- **Problem description**
Word for word, print each record, dropping any image it holds.

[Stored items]
Start of Block

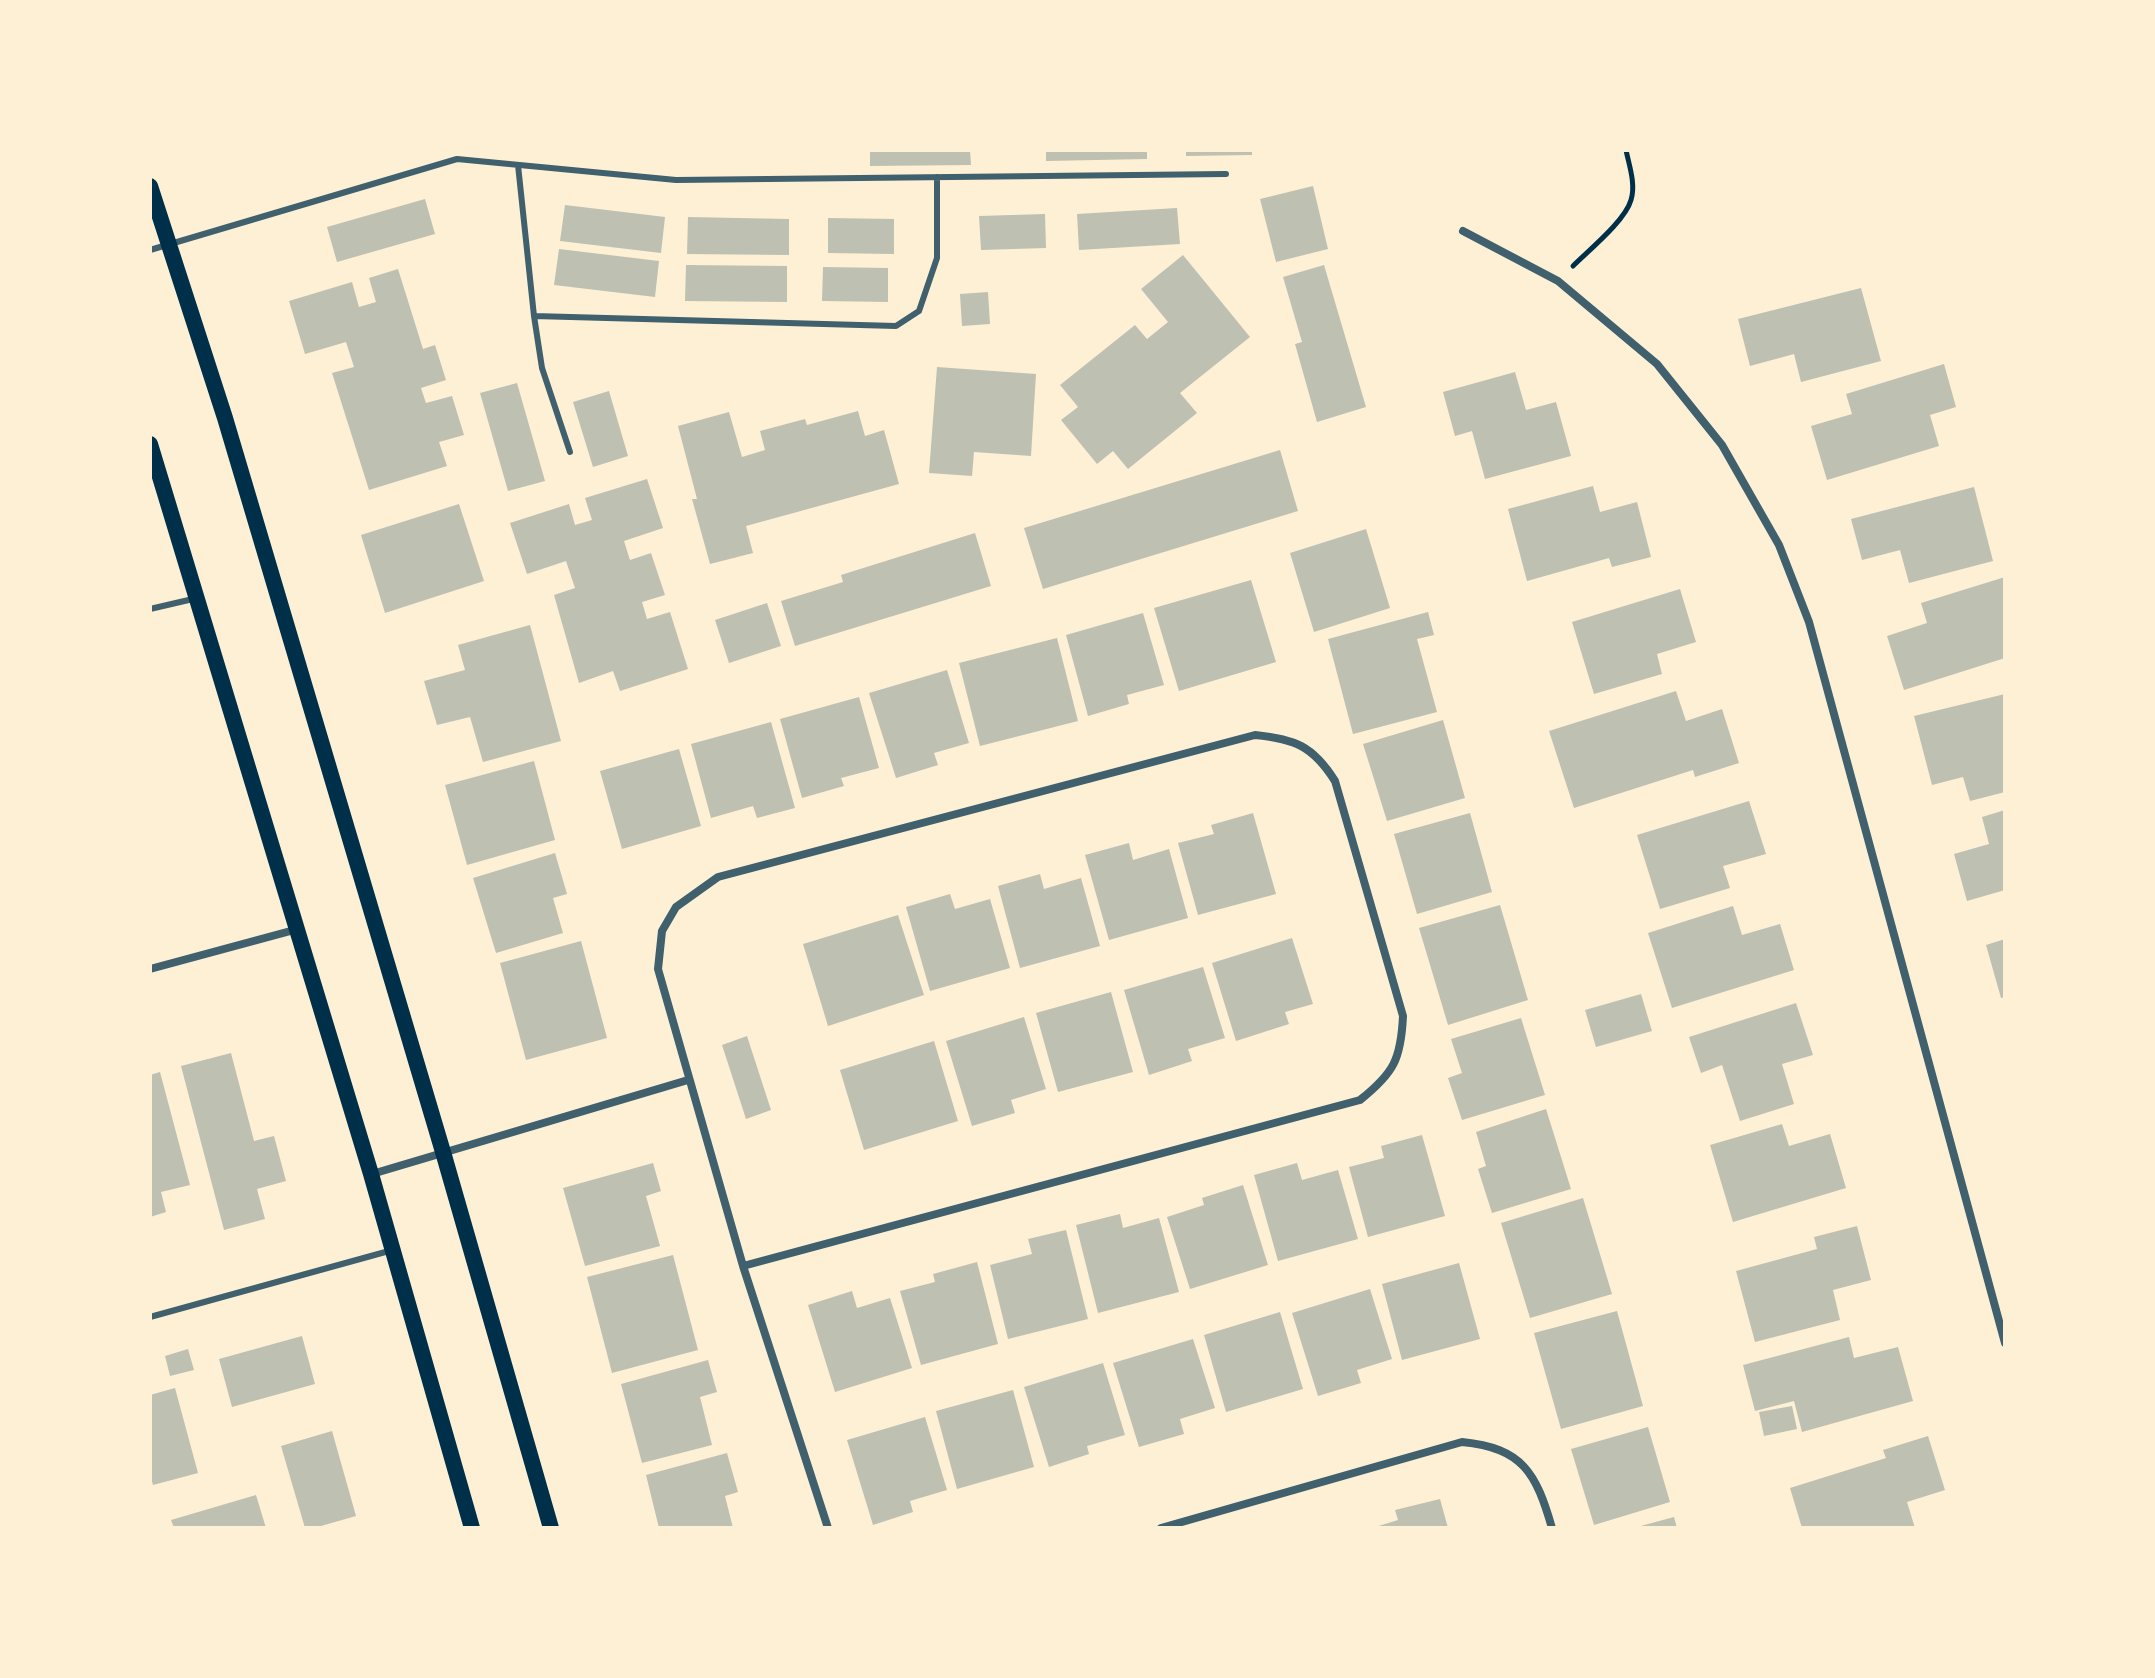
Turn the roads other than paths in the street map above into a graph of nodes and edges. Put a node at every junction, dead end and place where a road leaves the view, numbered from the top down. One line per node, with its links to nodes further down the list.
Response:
1 (518, 165): 3 (lane); 6 (lane); 8 (lane)
2 (1226, 174): 3 (lane)
3 (937, 177): 8 (lane)
4 (150, 186): 6 (main road)
5 (1463, 231): 21 (street)
6 (168, 245): 7 (lane); 16 (main road)
7 (150, 250)
8 (534, 316): 10 (lane)
9 (150, 444): 11 (main road)
10 (570, 452)
11 (197, 598): 12 (lane); 13 (main road)
12 (150, 609)
13 (298, 929): 14 (street); 17 (main road)
14 (150, 969)
15 (688, 1080): 16 (street); 19 (street); 19 (street)
16 (443, 1152): 17 (street); 23 (main road)
17 (371, 1174): 18 (main road)
18 (392, 1250): 20 (lane); 22 (main road)
19 (743, 1266): 24 (street)
20 (150, 1317)
21 (2005, 1343)
22 (472, 1528)
23 (551, 1528)
24 (828, 1528)
25 (1161, 1528): 26 (street)
26 (1552, 1528)

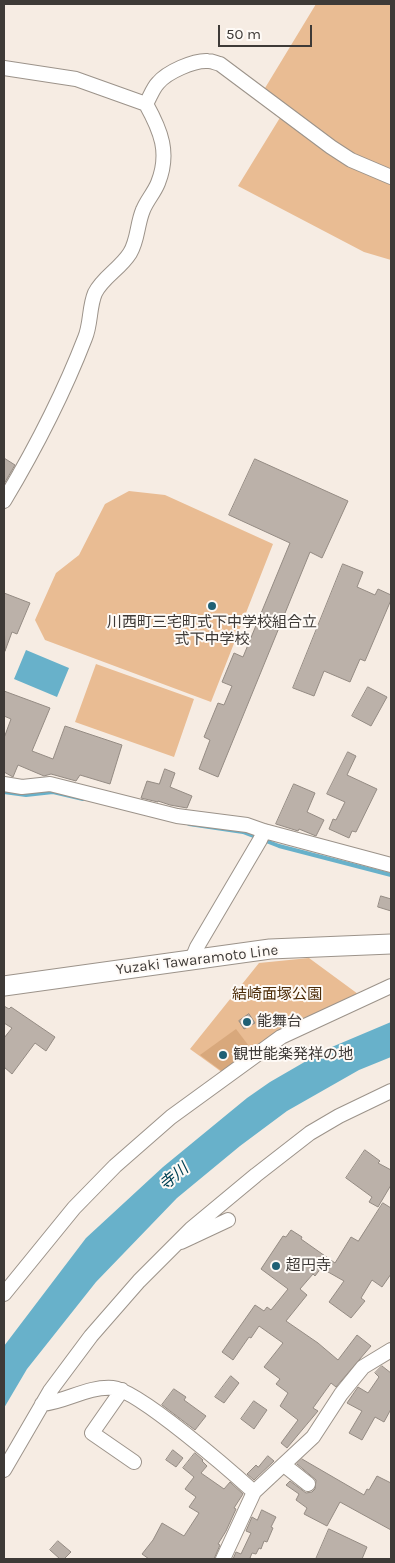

End of Block

- **Solution to this task**
Turn the roads other than paths in the street map above into a graph of nodes and edges. Put a node at every junction, dead end and place where a road leaves the view, numbered from the top down. One line per node, with its links to nodes further down the list.
Response:
1 (518, 165): 3 (lane); 6 (lane); 8 (lane)
2 (1226, 174): 3 (lane)
3 (937, 177): 8 (lane)
4 (150, 186): 6 (main road)
5 (1463, 231): 21 (street)
6 (168, 245): 7 (lane); 16 (main road)
7 (150, 250)
8 (534, 316): 10 (lane)
9 (150, 444): 11 (main road)
10 (570, 452)
11 (197, 598): 12 (lane); 13 (main road)
12 (150, 609)
13 (298, 929): 14 (street); 17 (main road)
14 (150, 969)
15 (688, 1080): 16 (street); 19 (street); 19 (street)
16 (443, 1152): 17 (street); 23 (main road)
17 (371, 1174): 18 (main road)
18 (392, 1250): 20 (lane); 22 (main road)
19 (743, 1266): 24 (street)
20 (150, 1317)
21 (2005, 1343)
22 (472, 1528)
23 (551, 1528)
24 (828, 1528)
25 (1161, 1528): 26 (street)
26 (1552, 1528)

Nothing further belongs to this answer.